The compound stellar system known as Trapezium is visible near the center of the nebula, and there are hints of interesting color appearing in the frame, but we really can't see much of anything in particular. But if we crank up the gain in the image, more hints appear of structure and color, but unfortunately, they appear along with an awful lot of noise, as the next image shows.
This is an improvement in terms of seeing the bigger picture of this nebula, but we can do better by taking more exposures, and then adding them up and dividing by the number of exposures, so that the signal persists, but the noise tends towards its average value of zero. Then we can easily see the structure of the Great Nebula in Orion emerge in the next image of this sequence:
So the key here is to stack up a sequence of not-so-interesting noisy images, so that we can extract a single relatively noise-free picture by taking advantage of the fact that what we seek is found in Extremistan, and what we wish to disappear lives in Mediocristan. Thanks to that simple fact, we can readily keep what we want and lose what we don't.
And this statistical magic is not confined to big bright objects like the Orion Nebula.

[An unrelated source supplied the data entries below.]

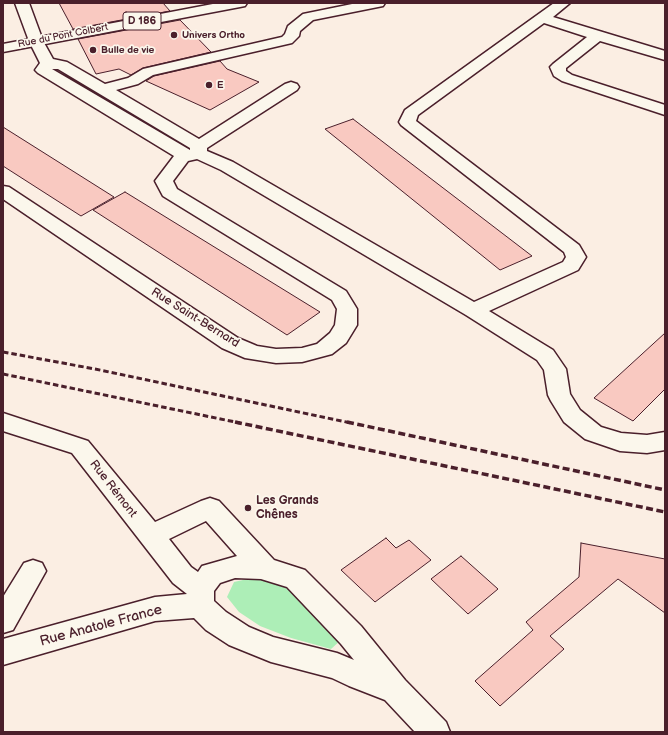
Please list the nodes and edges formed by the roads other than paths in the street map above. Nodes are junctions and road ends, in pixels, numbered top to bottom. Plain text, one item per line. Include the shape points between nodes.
1 (22, 3) edge
2 (240, 3) edge
3 (378, 3) edge
4 (563, 3) edge
5 (542, 18) junction
6 (598, 35) junction
7 (36, 41) junction
8 (3, 48) edge
9 (661, 50) edge
10 (48, 63) junction
11 (291, 87) dead end
12 (104, 90) junction
13 (665, 110) edge
14 (193, 152) junction
15 (3, 191) edge
16 (473, 310) junction
17 (3, 422) edge
18 (665, 441) edge
19 (150, 536) junction
20 (265, 569) junction
21 (33, 571) dead end
22 (200, 597) junction
23 (4, 615) edge
24 (3, 652) edge
25 (395, 690) junction
26 (435, 732) edge

1 - 7 street
2 - 7 street, Rue du Pont Colbert / D 186
3 - 12 street via 308,17 293,29 288,40 148,72 133,81
4 - 5 street
5 - 6 street
5 - 16 street via 411,113 408,122 572,249 576,257 571,266
6 - 9 street
6 - 13 street via 558,67 559,73 567,78
7 - 8 street, Rue du Pont Colbert / D 186
7 - 10 street
10 - 12 street via 62,65
10 - 14 street via 43,70
11 - 14 street
12 - 14 street
14 - 15 street, Rue Saint-Bernard via 164,181 169,192 339,296 347,309 346,325 338,338 324,349 302,355 276,356 253,353 230,343
14 - 16 street via 227,166
16 - 18 street via 545,354 555,369 559,395 572,416 593,433 620,442 647,444
17 - 19 street, Rue Rémont via 80,447
19 - 20 street via 210,508
19 - 22 street, Rue Rémont
20 - 22 street, Rue Rémont via 235,567 211,574
20 - 25 street, Rue Rémont via 296,578 351,635
21 - 23 street
22 - 24 street, Rue Anatole France
22 - 25 street, Rue Rémont via 216,621 240,636 265,647 337,666
25 - 26 street, Rue Rémont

Here's the same result applied to a dim object that barely registers in any individual frame. This example here is NGC 891 (NGC = New Galactic Catalogue), an edge-on spiral galaxy at the edge of the constellation Andromeda. The individual images barely register anything beyond a fairly-barren star field, even with a 30-second exposure at high gain through a good-sized telescope:
As always in astronomy, success lies in knowing just where to look, and in the center of this individual frame is a ghostly little needle-shaped apparition better known as NGC891. If we crank up the gain in this image, we begin to see the shape of this galaxy, but we also see a whole lot of noise:

And if we stack a bunch of these images (in this case, 20 of them, for a total of 10 minutes of exposure), then we begin to get somewhere, and the shape of an entire galaxy emerges for our consideration:
This technique of getting better images than we deserve can be utilized on just about anything found up there, and planets are especially good targets for this imaging method. In this case, we don't try to save up a lot of photons via a small set of long exposures, because solar system objects are pretty bright. Instead, we take a ton of short exposures by making a movie of the object, and then working our averaging technique over hundreds or thousands of very-short-duration frames.

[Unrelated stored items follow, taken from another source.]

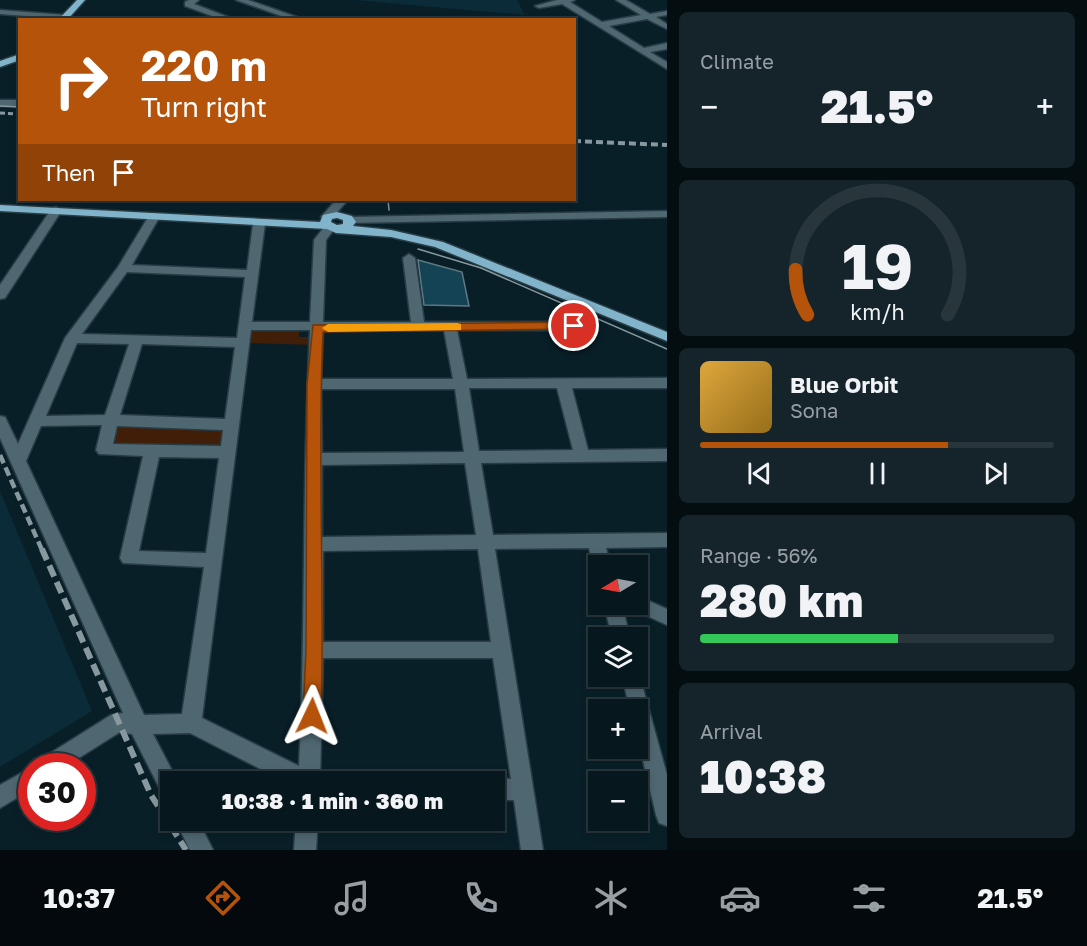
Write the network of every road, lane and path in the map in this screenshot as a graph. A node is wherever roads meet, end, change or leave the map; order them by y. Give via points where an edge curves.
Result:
1 (81, 0) edge
2 (195, 0) edge
3 (240, 0) edge
4 (573, 0) edge
5 (620, 0) edge
6 (562, 1) edge
7 (539, 6) dead end
8 (0, 12) edge
9 (667, 13) edge
10 (648, 16) junction
11 (64, 18) edge
12 (226, 18) edge
13 (292, 18) edge
14 (601, 24) junction
15 (667, 27) edge
16 (667, 46) edge
17 (641, 51) junction
18 (18, 58) edge
19 (0, 64) edge
20 (667, 66) edge
21 (0, 103) edge
22 (18, 104) edge
23 (342, 201) edge
24 (0, 208) edge
25 (56, 210) junction
26 (667, 214) edge
27 (154, 216) junction
28 (340, 223) junction
29 (259, 224) junction
30 (409, 258) dead end
31 (124, 268) junction
32 (252, 274) junction
33 (0, 295) edge
34 (574, 326) dead end
35 (418, 327) junction
36 (450, 327) junction
37 (317, 328) junction
38 (243, 335) junction
39 (667, 337) edge
40 (72, 338) junction
41 (137, 340) junction
42 (460, 383) junction
43 (563, 383) junction
44 (667, 383) edge
45 (314, 384) junction
46 (111, 420) junction
47 (0, 421) edge
48 (34, 421) junction
49 (231, 426) junction
50 (152, 451) junction
51 (227, 452) junction
52 (667, 455) edge
53 (582, 456) junction
54 (472, 457) junction
55 (314, 459) junction
56 (19, 460) junction
57 (667, 540) edge
58 (596, 541) junction
59 (484, 543) junction
60 (314, 544) junction
61 (599, 555) edge
62 (214, 560) junction
63 (648, 608) edge
64 (667, 617) edge
65 (314, 650) junction
66 (501, 650) junction
67 (634, 687) edge
68 (191, 723) junction
69 (138, 725) junction
70 (69, 753) edge
71 (161, 771) edge
72 (287, 771) edge
73 (309, 771) edge
74 (18, 786) edge
75 (505, 789) edge
76 (523, 790) junction
77 (0, 797) edge
78 (667, 815) edge
79 (192, 831) edge
80 (306, 831) edge
81 (202, 850) edge
82 (305, 850) edge
83 (532, 850) edge

1 - 11 main road
2 - 12 street via 188,4
3 - 13 street
4 - 6 street
5 - 10 street
6 - 7 street
6 - 14 street
8 - 11 street
9 - 10 street
10 - 14 street
10 - 15 street
14 - 17 street
16 - 17 street
17 - 20 street
18 - 19 main road
21 - 22 street
23 - 28 street
24 - 25 main road
25 - 27 main road
25 - 33 street
26 - 28 street
27 - 29 main road
27 - 31 street
28 - 29 main road
28 - 37 street via 320,240
28 - 39 main road via 421,239 460,252
29 - 32 street
30 - 35 street
31 - 32 street
31 - 40 street
32 - 38 street
34 - 36 street
35 - 36 street
35 - 37 street
36 - 42 street
37 - 38 street
37 - 45 street
38 - 41 street
38 - 49 street
40 - 41 street
40 - 48 street
41 - 46 street
42 - 43 street
42 - 45 street
42 - 54 street
43 - 44 street
43 - 53 street
45 - 55 street
46 - 48 street
46 - 49 street
46 - 50 street via 104,450
47 - 56 street
48 - 56 street
49 - 51 street
50 - 51 street
50 - 62 street via 129,558
51 - 62 street
52 - 53 street
53 - 54 street
54 - 55 street
54 - 59 street
55 - 60 street
56 - 69 street
57 - 58 street
58 - 59 street
58 - 61 street
59 - 60 street
59 - 66 street
60 - 65 street
62 - 68 street
63 - 64 street
65 - 66 street
65 - 73 street
66 - 76 street
67 - 78 street
68 - 69 street
68 - 72 street
69 - 70 street via 118,722
69 - 71 street
74 - 77 street
75 - 76 street
76 - 83 street
79 - 81 street
80 - 82 street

Here's an image of Jupiter taken last week. Not much to see here beyond a Jovian disk suffering from a lot of noise and distortion introduced by the earth's atmosphere...
But if we stack up about 500 of the clearest frames from a movie of Jupiter taken through the telescope's optical train, a much clearer picture of this fascinating planet emerges:
You gotta love that Great Red Spot, now that you can see it!
Armed with this technique, almost any modern telescope can be connected to the simplest digital single-lens-reflex camera, and the result is remarkable given the simplicity of the equipment involved. And while it helps to have a good equatorial mount for tracking the stars, even the simplest clock-driven alt-azimuth mounts found on entry-level telescopes can be effectively utilized for astrophotography by taking account of the field rotation that occurs with time, so that the averaging process just requires a tad more alignment work in order to gain the best images.
So thanks to good optics and modern digital camera technology, you too can be an astrophotographer. All it takes is knowing where in Extremistan the interesting objects are to be found, and then using the Mediocristan residence of the camera noise to improve the signal while getting rid of the noise.